**Problem to work on**
All entries should be copied exactly, none left out.
------
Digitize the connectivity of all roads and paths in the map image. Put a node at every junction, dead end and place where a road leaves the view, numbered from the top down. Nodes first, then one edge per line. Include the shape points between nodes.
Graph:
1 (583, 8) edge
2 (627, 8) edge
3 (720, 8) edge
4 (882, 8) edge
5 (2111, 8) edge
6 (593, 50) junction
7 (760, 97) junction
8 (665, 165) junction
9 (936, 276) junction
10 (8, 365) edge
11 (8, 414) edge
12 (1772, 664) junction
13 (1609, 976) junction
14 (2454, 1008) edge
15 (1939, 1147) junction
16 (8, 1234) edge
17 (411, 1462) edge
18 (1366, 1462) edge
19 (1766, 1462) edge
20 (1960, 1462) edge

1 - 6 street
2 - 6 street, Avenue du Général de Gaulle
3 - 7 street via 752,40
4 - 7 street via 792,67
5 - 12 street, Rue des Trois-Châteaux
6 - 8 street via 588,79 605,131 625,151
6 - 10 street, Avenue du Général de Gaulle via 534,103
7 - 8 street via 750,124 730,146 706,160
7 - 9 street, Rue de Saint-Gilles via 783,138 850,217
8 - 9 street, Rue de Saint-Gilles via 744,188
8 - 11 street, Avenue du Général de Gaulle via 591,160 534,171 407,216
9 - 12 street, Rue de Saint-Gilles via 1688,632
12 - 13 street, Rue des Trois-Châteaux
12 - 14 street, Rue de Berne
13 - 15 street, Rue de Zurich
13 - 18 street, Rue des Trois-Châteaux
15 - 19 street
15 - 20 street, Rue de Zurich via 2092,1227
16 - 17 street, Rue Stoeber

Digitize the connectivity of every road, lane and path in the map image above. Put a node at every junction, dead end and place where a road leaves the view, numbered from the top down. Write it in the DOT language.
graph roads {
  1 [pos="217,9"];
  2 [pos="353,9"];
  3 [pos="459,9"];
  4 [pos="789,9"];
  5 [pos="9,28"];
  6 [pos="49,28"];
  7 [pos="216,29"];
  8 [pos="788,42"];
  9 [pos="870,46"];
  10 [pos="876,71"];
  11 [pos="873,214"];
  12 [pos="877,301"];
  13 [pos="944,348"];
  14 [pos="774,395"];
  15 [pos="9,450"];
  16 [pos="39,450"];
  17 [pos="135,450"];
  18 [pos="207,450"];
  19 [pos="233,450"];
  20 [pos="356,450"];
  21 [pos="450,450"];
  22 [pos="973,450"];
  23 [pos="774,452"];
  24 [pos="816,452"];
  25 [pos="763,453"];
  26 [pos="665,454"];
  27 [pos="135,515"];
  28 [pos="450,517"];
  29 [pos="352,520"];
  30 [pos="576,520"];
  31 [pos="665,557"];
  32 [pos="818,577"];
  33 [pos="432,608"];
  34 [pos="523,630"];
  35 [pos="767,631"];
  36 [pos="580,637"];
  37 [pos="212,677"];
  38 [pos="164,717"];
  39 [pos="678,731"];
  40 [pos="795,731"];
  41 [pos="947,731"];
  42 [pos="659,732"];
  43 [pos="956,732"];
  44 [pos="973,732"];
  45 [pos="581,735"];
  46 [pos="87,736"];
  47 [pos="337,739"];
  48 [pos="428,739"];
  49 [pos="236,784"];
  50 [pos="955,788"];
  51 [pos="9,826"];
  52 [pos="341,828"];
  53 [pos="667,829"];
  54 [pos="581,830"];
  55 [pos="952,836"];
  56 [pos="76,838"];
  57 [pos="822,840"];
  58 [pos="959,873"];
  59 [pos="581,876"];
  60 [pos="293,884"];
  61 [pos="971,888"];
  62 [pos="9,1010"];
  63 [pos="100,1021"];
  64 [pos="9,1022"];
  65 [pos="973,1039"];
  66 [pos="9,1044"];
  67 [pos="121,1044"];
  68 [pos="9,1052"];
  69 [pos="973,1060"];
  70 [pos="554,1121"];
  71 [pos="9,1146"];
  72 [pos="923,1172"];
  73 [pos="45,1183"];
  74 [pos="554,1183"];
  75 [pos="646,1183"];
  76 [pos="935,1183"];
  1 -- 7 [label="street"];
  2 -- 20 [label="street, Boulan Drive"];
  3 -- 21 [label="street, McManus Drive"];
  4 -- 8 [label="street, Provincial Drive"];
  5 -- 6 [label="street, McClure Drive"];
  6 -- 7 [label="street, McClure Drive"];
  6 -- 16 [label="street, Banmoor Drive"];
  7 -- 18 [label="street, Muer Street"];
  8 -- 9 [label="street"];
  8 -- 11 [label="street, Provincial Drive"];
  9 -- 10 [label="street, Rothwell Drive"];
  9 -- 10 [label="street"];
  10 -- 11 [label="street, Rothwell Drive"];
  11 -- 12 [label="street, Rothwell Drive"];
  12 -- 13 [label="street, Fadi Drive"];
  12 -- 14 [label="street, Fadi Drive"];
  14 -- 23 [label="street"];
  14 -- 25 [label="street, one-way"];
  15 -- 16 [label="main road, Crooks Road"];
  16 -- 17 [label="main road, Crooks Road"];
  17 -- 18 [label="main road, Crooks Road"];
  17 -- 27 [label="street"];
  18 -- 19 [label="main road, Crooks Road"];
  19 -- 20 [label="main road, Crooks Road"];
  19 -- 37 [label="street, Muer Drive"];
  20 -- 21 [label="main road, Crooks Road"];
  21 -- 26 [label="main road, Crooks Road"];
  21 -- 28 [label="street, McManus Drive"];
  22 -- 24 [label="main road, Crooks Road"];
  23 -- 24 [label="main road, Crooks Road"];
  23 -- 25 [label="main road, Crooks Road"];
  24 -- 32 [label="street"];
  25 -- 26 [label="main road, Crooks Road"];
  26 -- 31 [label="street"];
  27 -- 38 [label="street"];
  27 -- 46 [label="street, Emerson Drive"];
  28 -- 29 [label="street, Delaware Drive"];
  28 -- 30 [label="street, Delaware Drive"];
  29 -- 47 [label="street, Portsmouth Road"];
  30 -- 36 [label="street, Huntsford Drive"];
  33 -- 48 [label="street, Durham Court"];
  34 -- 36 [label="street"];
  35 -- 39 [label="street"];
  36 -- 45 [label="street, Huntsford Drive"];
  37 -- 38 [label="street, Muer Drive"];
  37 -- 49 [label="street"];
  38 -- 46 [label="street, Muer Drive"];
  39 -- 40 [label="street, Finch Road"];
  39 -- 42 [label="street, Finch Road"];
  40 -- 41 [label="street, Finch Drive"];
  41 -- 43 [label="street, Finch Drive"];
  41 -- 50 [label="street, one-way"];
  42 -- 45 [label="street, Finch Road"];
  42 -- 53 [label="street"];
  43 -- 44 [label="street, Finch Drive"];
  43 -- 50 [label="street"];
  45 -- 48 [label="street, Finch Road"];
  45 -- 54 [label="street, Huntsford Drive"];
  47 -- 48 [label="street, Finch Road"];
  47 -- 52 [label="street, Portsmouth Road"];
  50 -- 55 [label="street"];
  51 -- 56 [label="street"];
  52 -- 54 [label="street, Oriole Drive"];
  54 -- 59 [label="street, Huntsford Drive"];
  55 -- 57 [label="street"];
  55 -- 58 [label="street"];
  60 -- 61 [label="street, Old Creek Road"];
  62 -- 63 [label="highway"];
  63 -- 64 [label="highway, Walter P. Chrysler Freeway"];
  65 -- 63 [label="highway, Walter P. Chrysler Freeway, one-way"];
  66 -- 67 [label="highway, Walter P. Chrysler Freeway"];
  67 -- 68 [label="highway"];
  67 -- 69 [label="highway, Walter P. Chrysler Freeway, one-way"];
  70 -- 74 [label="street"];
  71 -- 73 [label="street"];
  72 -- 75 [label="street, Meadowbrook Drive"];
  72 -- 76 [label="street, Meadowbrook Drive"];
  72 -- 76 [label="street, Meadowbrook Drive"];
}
------
**Result of the task**
Digitize the connectivity of all roads and paths in the map image. Put a node at every junction, dead end and place where a road leaves the view, numbered from the top down. Nodes first, then one edge per line. Include the shape points between nodes.
Graph:
1 (583, 8) edge
2 (627, 8) edge
3 (720, 8) edge
4 (882, 8) edge
5 (2111, 8) edge
6 (593, 50) junction
7 (760, 97) junction
8 (665, 165) junction
9 (936, 276) junction
10 (8, 365) edge
11 (8, 414) edge
12 (1772, 664) junction
13 (1609, 976) junction
14 (2454, 1008) edge
15 (1939, 1147) junction
16 (8, 1234) edge
17 (411, 1462) edge
18 (1366, 1462) edge
19 (1766, 1462) edge
20 (1960, 1462) edge

1 - 6 street
2 - 6 street, Avenue du Général de Gaulle
3 - 7 street via 752,40
4 - 7 street via 792,67
5 - 12 street, Rue des Trois-Châteaux
6 - 8 street via 588,79 605,131 625,151
6 - 10 street, Avenue du Général de Gaulle via 534,103
7 - 8 street via 750,124 730,146 706,160
7 - 9 street, Rue de Saint-Gilles via 783,138 850,217
8 - 9 street, Rue de Saint-Gilles via 744,188
8 - 11 street, Avenue du Général de Gaulle via 591,160 534,171 407,216
9 - 12 street, Rue de Saint-Gilles via 1688,632
12 - 13 street, Rue des Trois-Châteaux
12 - 14 street, Rue de Berne
13 - 15 street, Rue de Zurich
13 - 18 street, Rue des Trois-Châteaux
15 - 19 street
15 - 20 street, Rue de Zurich via 2092,1227
16 - 17 street, Rue Stoeber

Digitize the connectivity of every road, lane and path in the map image above. Put a node at every junction, dead end and place where a road leaves the view, numbered from the top down. Write it in the DOT language.
graph roads {
  1 [pos="217,9"];
  2 [pos="353,9"];
  3 [pos="459,9"];
  4 [pos="789,9"];
  5 [pos="9,28"];
  6 [pos="49,28"];
  7 [pos="216,29"];
  8 [pos="788,42"];
  9 [pos="870,46"];
  10 [pos="876,71"];
  11 [pos="873,214"];
  12 [pos="877,301"];
  13 [pos="944,348"];
  14 [pos="774,395"];
  15 [pos="9,450"];
  16 [pos="39,450"];
  17 [pos="135,450"];
  18 [pos="207,450"];
  19 [pos="233,450"];
  20 [pos="356,450"];
  21 [pos="450,450"];
  22 [pos="973,450"];
  23 [pos="774,452"];
  24 [pos="816,452"];
  25 [pos="763,453"];
  26 [pos="665,454"];
  27 [pos="135,515"];
  28 [pos="450,517"];
  29 [pos="352,520"];
  30 [pos="576,520"];
  31 [pos="665,557"];
  32 [pos="818,577"];
  33 [pos="432,608"];
  34 [pos="523,630"];
  35 [pos="767,631"];
  36 [pos="580,637"];
  37 [pos="212,677"];
  38 [pos="164,717"];
  39 [pos="678,731"];
  40 [pos="795,731"];
  41 [pos="947,731"];
  42 [pos="659,732"];
  43 [pos="956,732"];
  44 [pos="973,732"];
  45 [pos="581,735"];
  46 [pos="87,736"];
  47 [pos="337,739"];
  48 [pos="428,739"];
  49 [pos="236,784"];
  50 [pos="955,788"];
  51 [pos="9,826"];
  52 [pos="341,828"];
  53 [pos="667,829"];
  54 [pos="581,830"];
  55 [pos="952,836"];
  56 [pos="76,838"];
  57 [pos="822,840"];
  58 [pos="959,873"];
  59 [pos="581,876"];
  60 [pos="293,884"];
  61 [pos="971,888"];
  62 [pos="9,1010"];
  63 [pos="100,1021"];
  64 [pos="9,1022"];
  65 [pos="973,1039"];
  66 [pos="9,1044"];
  67 [pos="121,1044"];
  68 [pos="9,1052"];
  69 [pos="973,1060"];
  70 [pos="554,1121"];
  71 [pos="9,1146"];
  72 [pos="923,1172"];
  73 [pos="45,1183"];
  74 [pos="554,1183"];
  75 [pos="646,1183"];
  76 [pos="935,1183"];
  1 -- 7 [label="street"];
  2 -- 20 [label="street, Boulan Drive"];
  3 -- 21 [label="street, McManus Drive"];
  4 -- 8 [label="street, Provincial Drive"];
  5 -- 6 [label="street, McClure Drive"];
  6 -- 7 [label="street, McClure Drive"];
  6 -- 16 [label="street, Banmoor Drive"];
  7 -- 18 [label="street, Muer Street"];
  8 -- 9 [label="street"];
  8 -- 11 [label="street, Provincial Drive"];
  9 -- 10 [label="street, Rothwell Drive"];
  9 -- 10 [label="street"];
  10 -- 11 [label="street, Rothwell Drive"];
  11 -- 12 [label="street, Rothwell Drive"];
  12 -- 13 [label="street, Fadi Drive"];
  12 -- 14 [label="street, Fadi Drive"];
  14 -- 23 [label="street"];
  14 -- 25 [label="street, one-way"];
  15 -- 16 [label="main road, Crooks Road"];
  16 -- 17 [label="main road, Crooks Road"];
  17 -- 18 [label="main road, Crooks Road"];
  17 -- 27 [label="street"];
  18 -- 19 [label="main road, Crooks Road"];
  19 -- 20 [label="main road, Crooks Road"];
  19 -- 37 [label="street, Muer Drive"];
  20 -- 21 [label="main road, Crooks Road"];
  21 -- 26 [label="main road, Crooks Road"];
  21 -- 28 [label="street, McManus Drive"];
  22 -- 24 [label="main road, Crooks Road"];
  23 -- 24 [label="main road, Crooks Road"];
  23 -- 25 [label="main road, Crooks Road"];
  24 -- 32 [label="street"];
  25 -- 26 [label="main road, Crooks Road"];
  26 -- 31 [label="street"];
  27 -- 38 [label="street"];
  27 -- 46 [label="street, Emerson Drive"];
  28 -- 29 [label="street, Delaware Drive"];
  28 -- 30 [label="street, Delaware Drive"];
  29 -- 47 [label="street, Portsmouth Road"];
  30 -- 36 [label="street, Huntsford Drive"];
  33 -- 48 [label="street, Durham Court"];
  34 -- 36 [label="street"];
  35 -- 39 [label="street"];
  36 -- 45 [label="street, Huntsford Drive"];
  37 -- 38 [label="street, Muer Drive"];
  37 -- 49 [label="street"];
  38 -- 46 [label="street, Muer Drive"];
  39 -- 40 [label="street, Finch Road"];
  39 -- 42 [label="street, Finch Road"];
  40 -- 41 [label="street, Finch Drive"];
  41 -- 43 [label="street, Finch Drive"];
  41 -- 50 [label="street, one-way"];
  42 -- 45 [label="street, Finch Road"];
  42 -- 53 [label="street"];
  43 -- 44 [label="street, Finch Drive"];
  43 -- 50 [label="street"];
  45 -- 48 [label="street, Finch Road"];
  45 -- 54 [label="street, Huntsford Drive"];
  47 -- 48 [label="street, Finch Road"];
  47 -- 52 [label="street, Portsmouth Road"];
  50 -- 55 [label="street"];
  51 -- 56 [label="street"];
  52 -- 54 [label="street, Oriole Drive"];
  54 -- 59 [label="street, Huntsford Drive"];
  55 -- 57 [label="street"];
  55 -- 58 [label="street"];
  60 -- 61 [label="street, Old Creek Road"];
  62 -- 63 [label="highway"];
  63 -- 64 [label="highway, Walter P. Chrysler Freeway"];
  65 -- 63 [label="highway, Walter P. Chrysler Freeway, one-way"];
  66 -- 67 [label="highway, Walter P. Chrysler Freeway"];
  67 -- 68 [label="highway"];
  67 -- 69 [label="highway, Walter P. Chrysler Freeway, one-way"];
  70 -- 74 [label="street"];
  71 -- 73 [label="street"];
  72 -- 75 [label="street, Meadowbrook Drive"];
  72 -- 76 [label="street, Meadowbrook Drive"];
  72 -- 76 [label="street, Meadowbrook Drive"];
}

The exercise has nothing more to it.